= Meucci Cues =

Meucci Cues is an American manufacturer of pool cues for cue sports, founded in 1975 by Bob Meucci. The company is headquartered in Byhalia, Mississippi and known for its craftmanship in cue manufacturing.

== History ==
Bob Meucci, born in Glenview, Illinois, the son of an industrial engineer, began making cues at age 19 in his father's tool-and-die shop in the Chicago metropolitan area during the early to mid-1960s. At a later stage in his career, Meucci formed a partnership with Horelco Corporation and co-founded BoJim with a colleague named Jim. After the partnership ended, he established Bob Meucci Customs (BMC) in his father’s workshop.

In the mid-1960s, Meucci established his first cue-making company, Bob Meucci Customs (BMC), in Chicago.

On March 24, 1975, Meucci founded his cue company, Meucci Originals, which became the foundation of the company that continues today.

In 1990, the company founded by Bob Meucci as Meucci Originals began using a script “Meucci” logo, marking the transition to the name Meucci Cues.

In 2006, company founder Bob Meucci was honored with induction into the International Cue-makers Hall of Fame for his contribution to cue making and the game of pool.

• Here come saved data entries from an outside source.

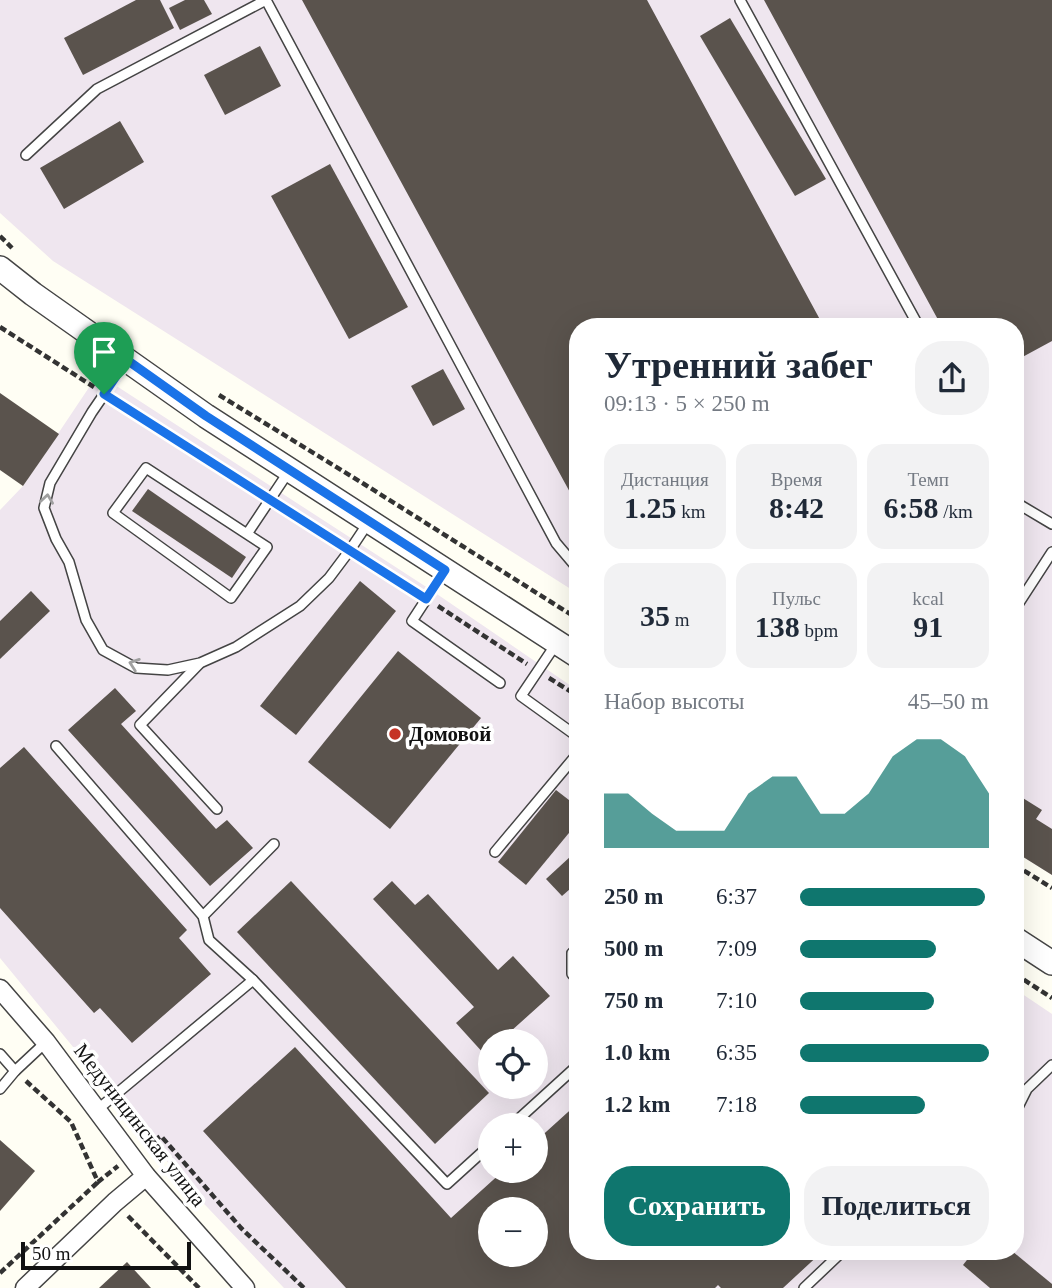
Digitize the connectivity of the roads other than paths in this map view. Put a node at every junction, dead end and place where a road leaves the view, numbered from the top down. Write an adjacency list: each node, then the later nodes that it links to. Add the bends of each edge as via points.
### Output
1 (266, 0): 3 (lane, via 97,89); 13 (lane, via 556,543)
2 (740, 0): 5 (lane)
3 (26, 155)
4 (0, 268): 6 (street)
5 (914, 318)
6 (127, 360): 7 (street); 18 (lane, one-way to 6, via 168,670 136,667 103,650 86,620 69,562 44,508 50,483)
7 (290, 470): 9 (street); 11 (lane)
8 (1024, 507): 10 (lane)
9 (369, 521): 14 (street); 18 (lane, via 329,578 300,606 236,648)
10 (1052, 524)
11 (247, 534): 11 (lane, via 267,547 231,598 113,513 146,468)
12 (1052, 552): 15 (lane)
13 (569, 558)
14 (445, 570): 16 (street); 19 (lane, via 412,621)
15 (1024, 595)
16 (557, 643): 17 (street); 20 (lane, via 521,696)
17 (569, 650)
18 (200, 663): 23 (lane, via 140,725)
19 (500, 683)
20 (569, 731)
21 (56, 746): 26 (lane)
22 (569, 763): 25 (lane)
23 (217, 808)
24 (274, 844): 26 (lane)
25 (495, 852)
26 (204, 916): 29 (lane, via 209,940)
27 (1024, 945): 28 (street)
28 (1052, 962)
29 (253, 980): 38 (lane); 40 (lane, via 447,1184)
30 (0, 989): 31 (street, Медуницинская улица)
31 (46, 1042): 34 (lane); 38 (street, Медуницинская улица)
32 (0, 1055): 34 (lane)
33 (1052, 1065): 37 (lane)
34 (15, 1071): 36 (lane)
35 (569, 1073): 39 (lane)
36 (0, 1089)
37 (1024, 1095)
38 (97, 1110): 41 (street, Медуницинская улица)
39 (525, 1113)
40 (478, 1156)
41 (146, 1176): 43 (street); 44 (street, Медуницинская улица)
42 (834, 1260): 45 (lane)
43 (32, 1286)
44 (245, 1288)
45 (804, 1288)

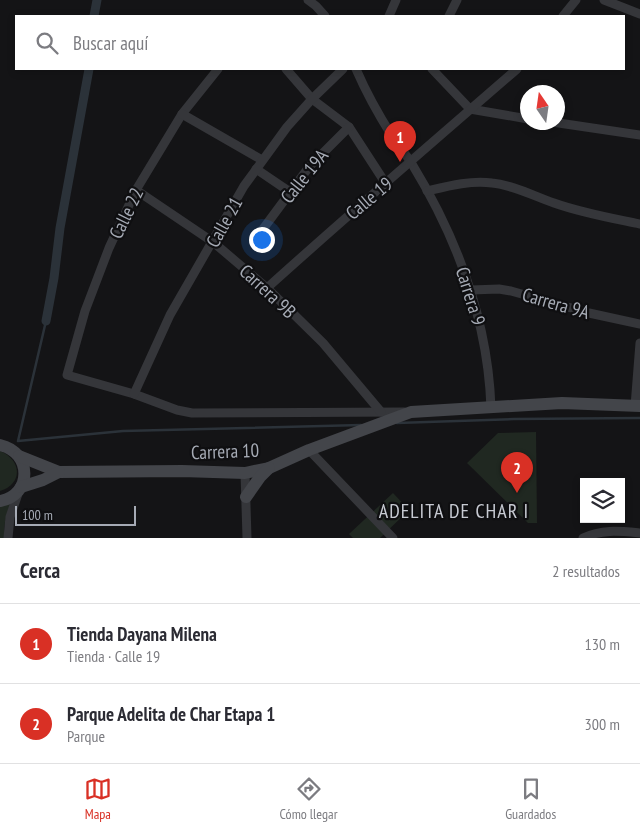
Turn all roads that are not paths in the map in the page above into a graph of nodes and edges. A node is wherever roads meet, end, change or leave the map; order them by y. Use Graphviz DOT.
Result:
graph roads {
  1 [pos="308,0"];
  2 [pos="396,0"];
  3 [pos="457,0"];
  4 [pos="576,0"];
  5 [pos="604,0"];
  6 [pos="640,14"];
  7 [pos="324,15"];
  8 [pos="389,15"];
  9 [pos="450,15"];
  10 [pos="564,15"];
  11 [pos="217,70"];
  12 [pos="287,70"];
  13 [pos="342,70"];
  14 [pos="356,70"];
  15 [pos="433,70"];
  16 [pos="516,70"];
  17 [pos="312,99"];
  18 [pos="470,109"];
  19 [pos="182,114"];
  20 [pos="520,117"];
  21 [pos="565,124"];
  22 [pos="349,127"];
  23 [pos="640,135"];
  24 [pos="262,160"];
  25 [pos="411,162"];
  26 [pos="256,169"];
  27 [pos="386,184"];
  28 [pos="136,190"];
  29 [pos="427,191"];
  30 [pos="290,192"];
  31 [pos="640,224"];
  32 [pos="263,228"];
  33 [pos="213,242"];
  34 [pos="267,288"];
  35 [pos="471,290"];
  36 [pos="640,324"];
  37 [pos="640,343"];
  38 [pos="67,375"];
  39 [pos="134,394"];
  40 [pos="637,406"];
  41 [pos="491,408"];
  42 [pos="380,420"];
  43 [pos="0,446"];
  44 [pos="309,450"];
  45 [pos="19,456"];
  46 [pos="269,468"];
  47 [pos="59,472"];
  48 [pos="245,473"];
  49 [pos="20,489"];
  50 [pos="246,497"];
  51 [pos="0,500"];
  52 [pos="640,533"];
  53 [pos="8,538"];
  54 [pos="247,538"];
  55 [pos="393,538"];
  56 [pos="583,538"];
  1 -- 7 [label="street"];
  2 -- 8 [label="street"];
  3 -- 9 [label="street"];
  4 -- 10 [label="street"];
  5 -- 6 [label="street"];
  11 -- 19 [label="street, Calle 22"];
  12 -- 17 [label="street"];
  13 -- 17 [label="street, Calle 21"];
  14 -- 25 [label="street, Carrera 9"];
  15 -- 18 [label="street"];
  16 -- 18 [label="street, Calle 19"];
  17 -- 22 [label="street"];
  17 -- 24 [label="street, Calle 21"];
  18 -- 20 [label="street"];
  18 -- 25 [label="street, Calle 19"];
  19 -- 24 [label="street"];
  19 -- 28 [label="street, Calle 22"];
  21 -- 23 [label="street"];
  22 -- 27 [label="street"];
  22 -- 30 [label="street, Calle 19A"];
  24 -- 26 [label="street, Calle 21"];
  25 -- 27 [label="street, Calle 19"];
  25 -- 29 [label="street, Carrera 9"];
  26 -- 30 [label="street"];
  26 -- 33 [label="street, Calle 21"];
  27 -- 34 [label="street, Calle 19"];
  28 -- 33 [label="street, Carrera 9B"];
  28 -- 38 [label="street, Calle 22"];
  29 -- 31 [label="street"];
  29 -- 35 [label="street, Carrera 9"];
  30 -- 32 [label="street, Calle 19A"];
  33 -- 34 [label="street, Carrera 9B"];
  33 -- 39 [label="street, Calle 21"];
  34 -- 42 [label="street, Carrera 9B"];
  35 -- 36 [label="street, Carrera 9A"];
  35 -- 41 [label="street, Carrera 9"];
  37 -- 40 [label="street"];
  38 -- 39 [label="street, Carrera 10"];
  39 -- 42 [label="street, Carrera 10"];
  40 -- 41 [label="street, Carrera 10"];
  41 -- 42 [label="street, Carrera 10"];
  42 -- 44 [label="street, Carrera 10"];
  43 -- 45 [label="street, Carrera 10"];
  44 -- 46 [label="street, Carrera 10"];
  44 -- 55 [label="street"];
  45 -- 47 [label="street, Carrera 10"];
  45 -- 49 [label="street"];
  46 -- 48 [label="street, Carrera 10"];
  46 -- 50 [label="street"];
  47 -- 48 [label="street, Carrera 10"];
  47 -- 49 [label="street, Carrera 10"];
  48 -- 50 [label="street"];
  49 -- 51 [label="street, Carrera 10"];
  49 -- 53 [label="street"];
  50 -- 54 [label="street"];
  52 -- 56 [label="street"];
}
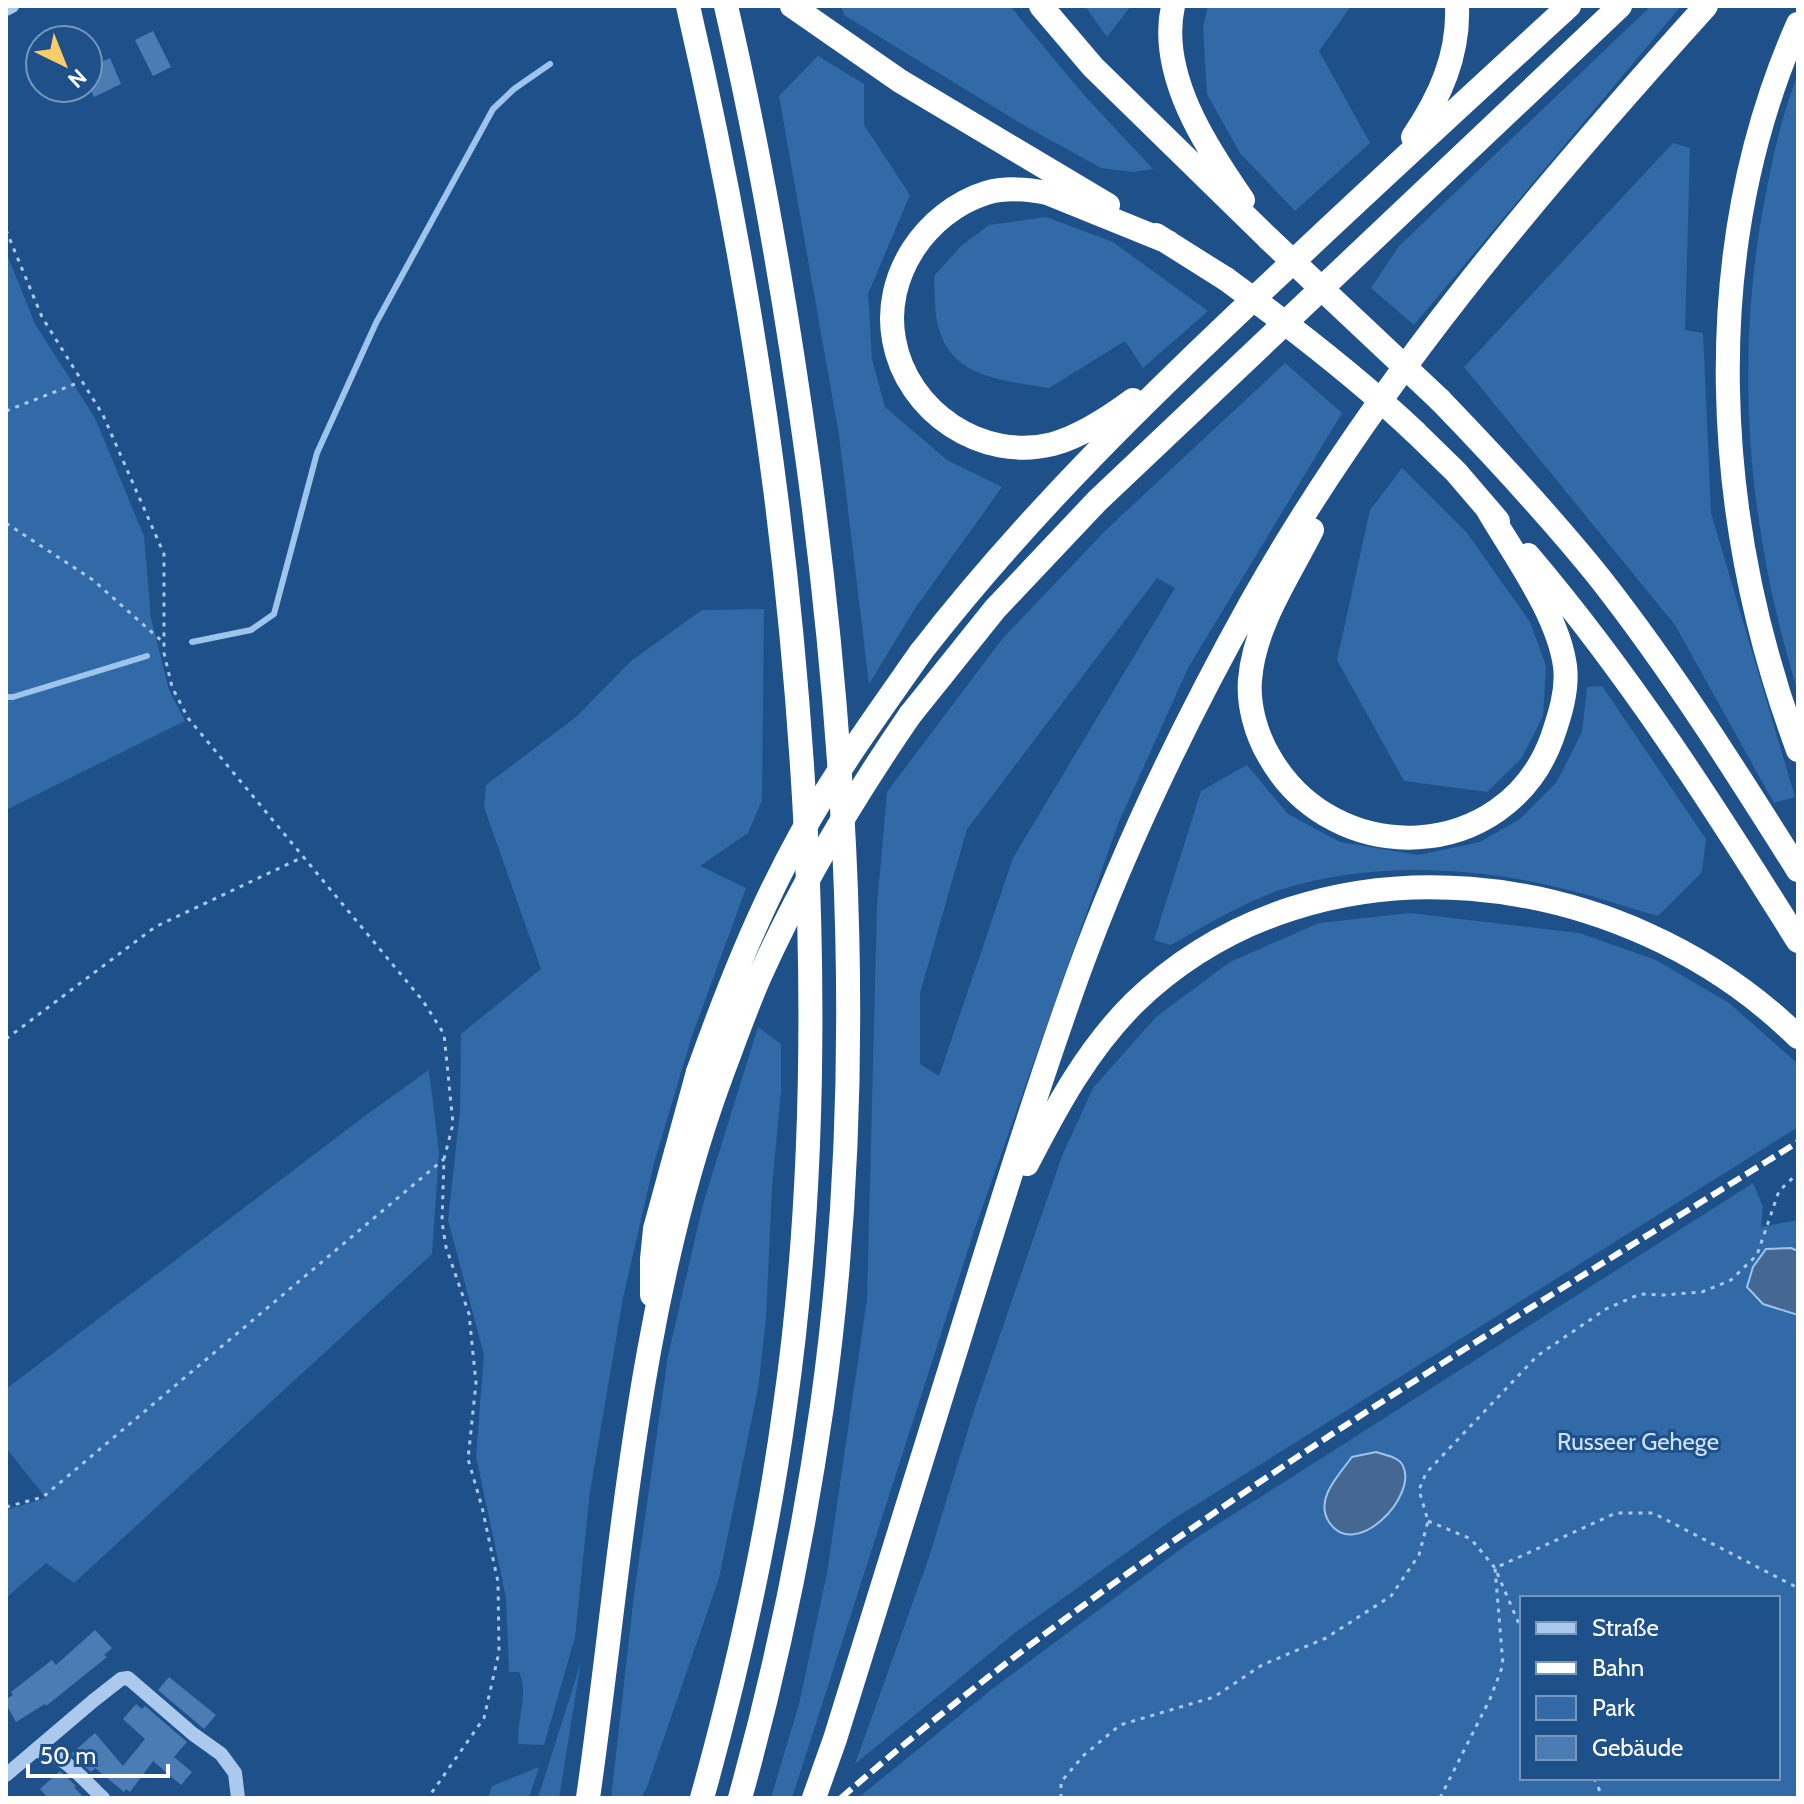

In 2022, Meucci Cues announced new ownership, with Bob Meucci retiring but staying on as ambassador and designer.

== Role in Billiards ==
According to billiards-industry publications and archival records, various players across different periods of cue sports have been documented in connection with Meucci-manufactured cues. Industry sources identify individuals such as Tyler Styer, LoreeJon Ogonowski-Brown, Mike Massey, and Corey Deuel as being associated with the brand, and earlier records link Jim Rempe, Mike Sigel, Earl Strickland, Buddy Hall, Skyler Woodward, Jayson Shaw, and David Howard to Meucci equipment during stages of their careers.